We have a new Windows 2012 R2 file server cluster running on ESXi 5.0 update 2. My colleague told me that the disk performance is terrible when he tried to use robocopy to migrate some big data to the new clusters. In the resource monitor, the worst disk response time is up to 36,000 ms!!
So I ran the esxtop and found the latency is not caused by the device but the kernel.
In the log, there are some warning messages which are about the NMP path.
2014-04-04T03:12:50.824Z cpu52:8244)NMP: nmp_ThrottleLogForDevice:2318: Cmd 0x88 (0x41250142d600, 2134331) to dev “naa.60050768028081713c0000000000007d” on path “vmhba1:C0:T3:L46” Failed: H:0x1 D:0x0 P:0x0 Possible sense data: 0x6 0x2a 0x5. Act:FAILOVER
2014-04-04T03:12:50.824Z cpu52:8244)WARNING: NMP: nmp_DeviceRetryCommand:133:Device “naa.60050768028081713c0000000000007d”: awaiting fast path state update for failover with I/O blocked. No prior reservation exists on the device.
2014-04-04T03:12:50.824Z cpu52:8244)WARNING: NMP: nmp_DeviceStartLoop:721:NMP Device “naa.60050768028081713c0000000000007d” is blocked. Not starting I/O from device.
Then I checked the storage path settings, it uses Round Robin. According to VMware, the PSP_RR is only supported by MSCS that is hosted by ESXi 5.5 (the guest has to be Windows 2008 or 2012). Once I changed the the path to Most Recently Used. The performance increased right away. The disk response time within the Windows 2012 R2 was down to 20 ms.
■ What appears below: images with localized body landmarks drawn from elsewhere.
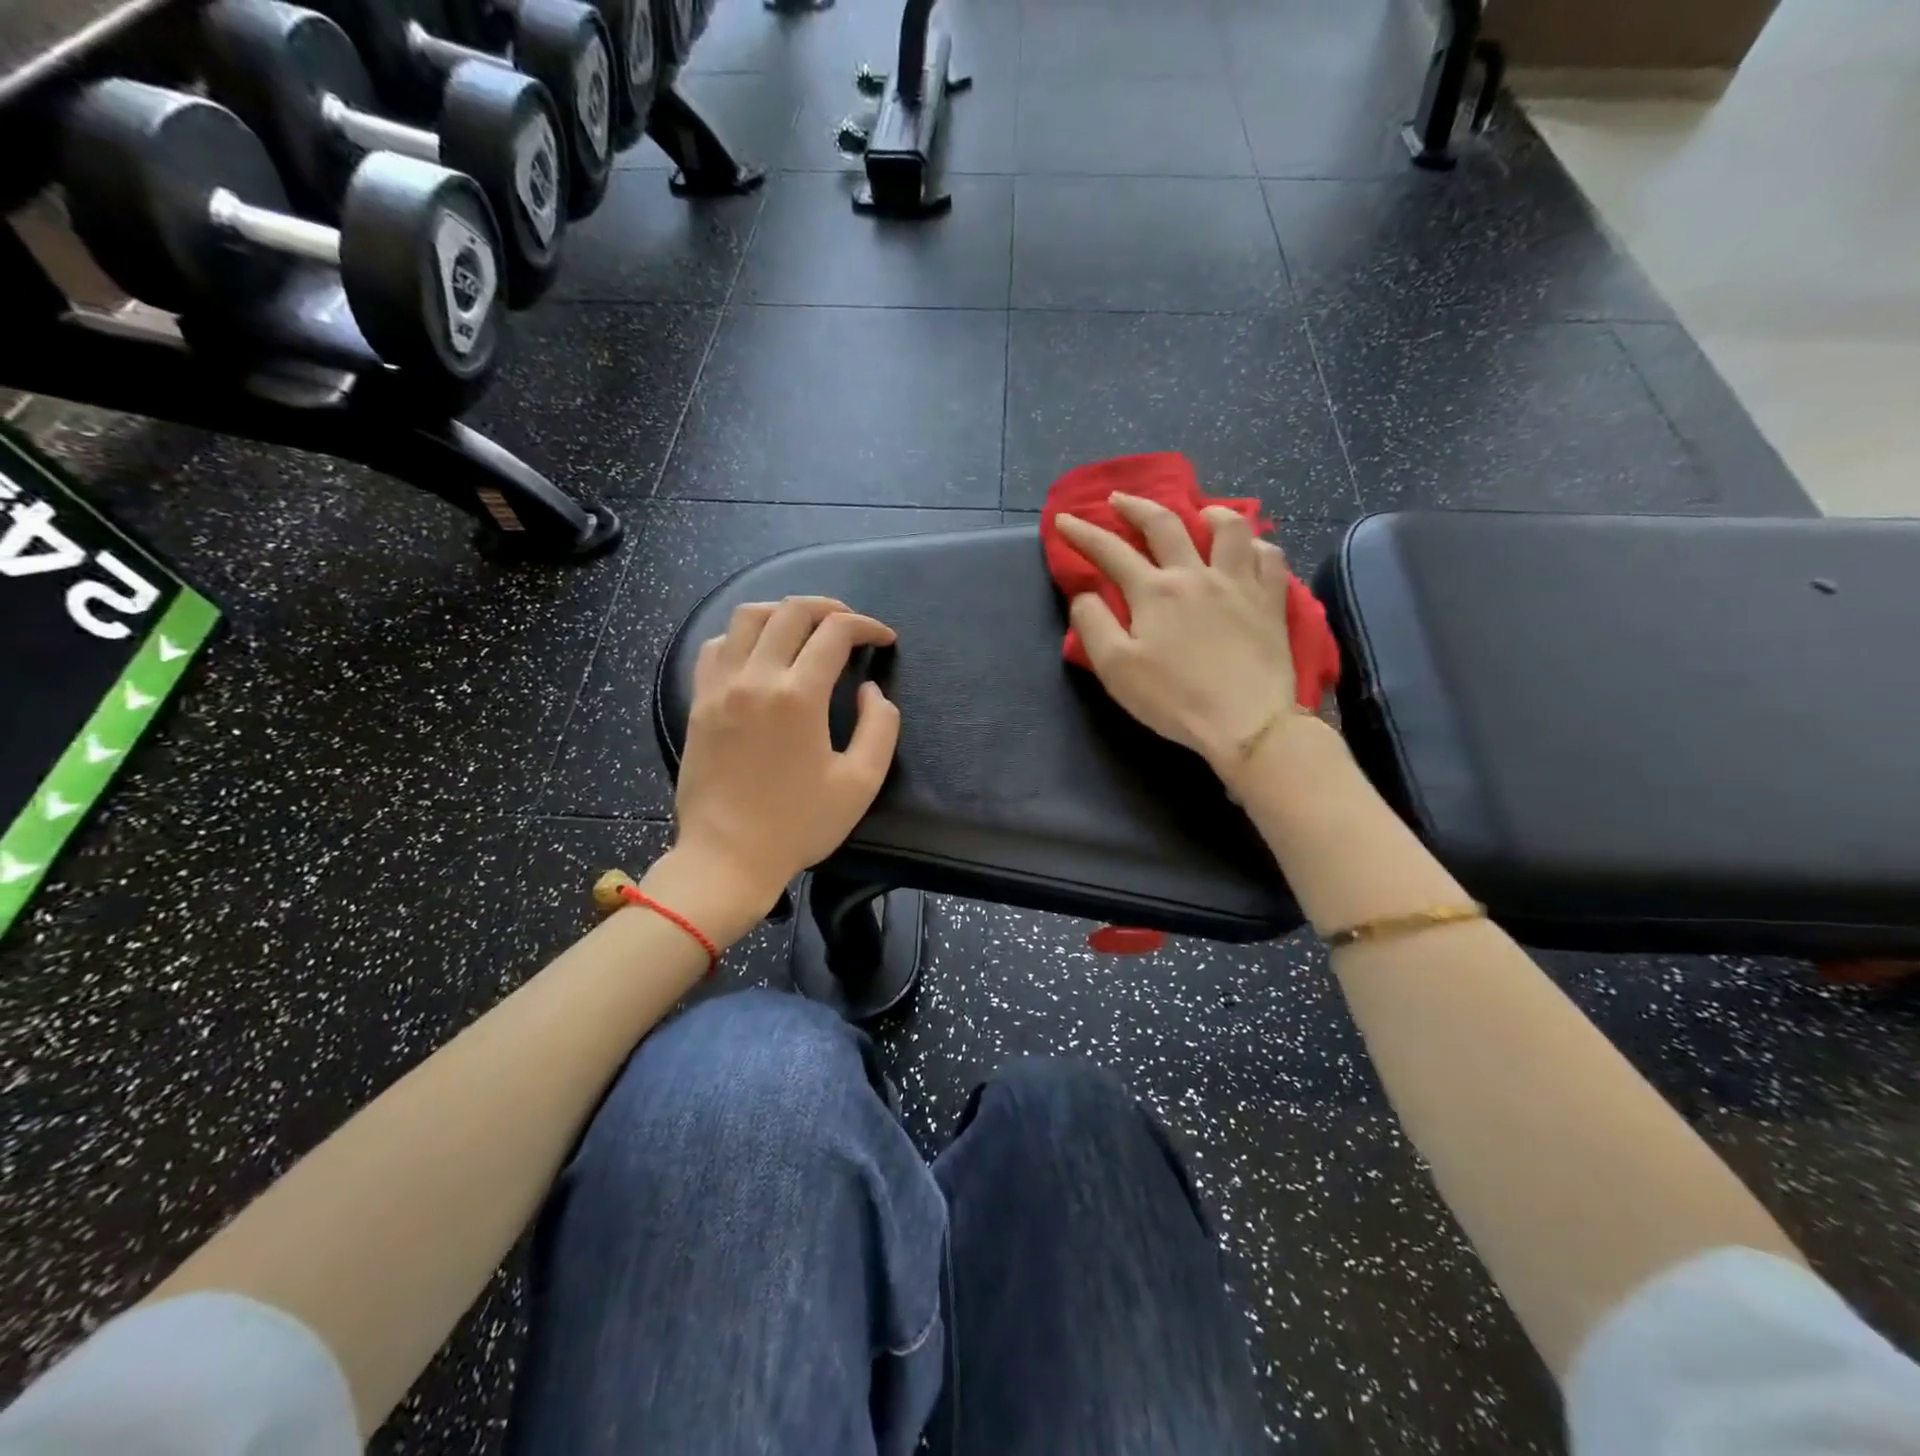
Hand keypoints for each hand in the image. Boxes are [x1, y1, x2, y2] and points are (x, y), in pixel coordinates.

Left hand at [660, 596, 900, 938]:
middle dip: (829, 608)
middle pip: (791, 612)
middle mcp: (755, 678)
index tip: (883, 638)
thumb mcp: (860, 782)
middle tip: (851, 624)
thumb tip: (870, 690)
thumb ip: (879, 727)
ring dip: (783, 611)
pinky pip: (716, 646)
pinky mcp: (699, 702)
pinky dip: (741, 635)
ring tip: (805, 627)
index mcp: (798, 696)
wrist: (727, 857)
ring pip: (747, 617)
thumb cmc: (799, 825)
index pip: (835, 633)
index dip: (866, 626)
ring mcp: (720, 687)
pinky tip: (758, 652)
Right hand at [1056, 493, 1299, 783]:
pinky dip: (1256, 547)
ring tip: (1199, 513)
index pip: (1110, 551)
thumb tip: (1085, 595)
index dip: (1083, 533)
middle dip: (1136, 506)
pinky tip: (1248, 553)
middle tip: (1119, 499)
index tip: (1065, 519)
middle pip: (1164, 524)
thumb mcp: (1116, 669)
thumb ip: (1093, 625)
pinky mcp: (1271, 601)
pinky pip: (1270, 557)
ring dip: (1209, 513)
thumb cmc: (1174, 699)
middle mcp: (1195, 575)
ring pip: (1229, 528)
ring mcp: (1238, 584)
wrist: (1246, 722)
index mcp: (1154, 592)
The command is esxcli storage nmp device set -d naa.60050768028081713c0000000000007d -P VMW_PSP_MRU
The reason behind this is that the MSCS conducts SCSI-3 reservations on a disk. SCSI-3 registration sent down one path allows the MSCS cluster to do SCSI-3 reservations only on that path. When PSP_RR later switches to another path, MSCS receives an error if it tries to do a reservation or use other SCSI-3 commands. The good news is this has been fixed in ESXi 5.5, MCSC (2008 and 2012) allows to free the SCSI reservation from any path.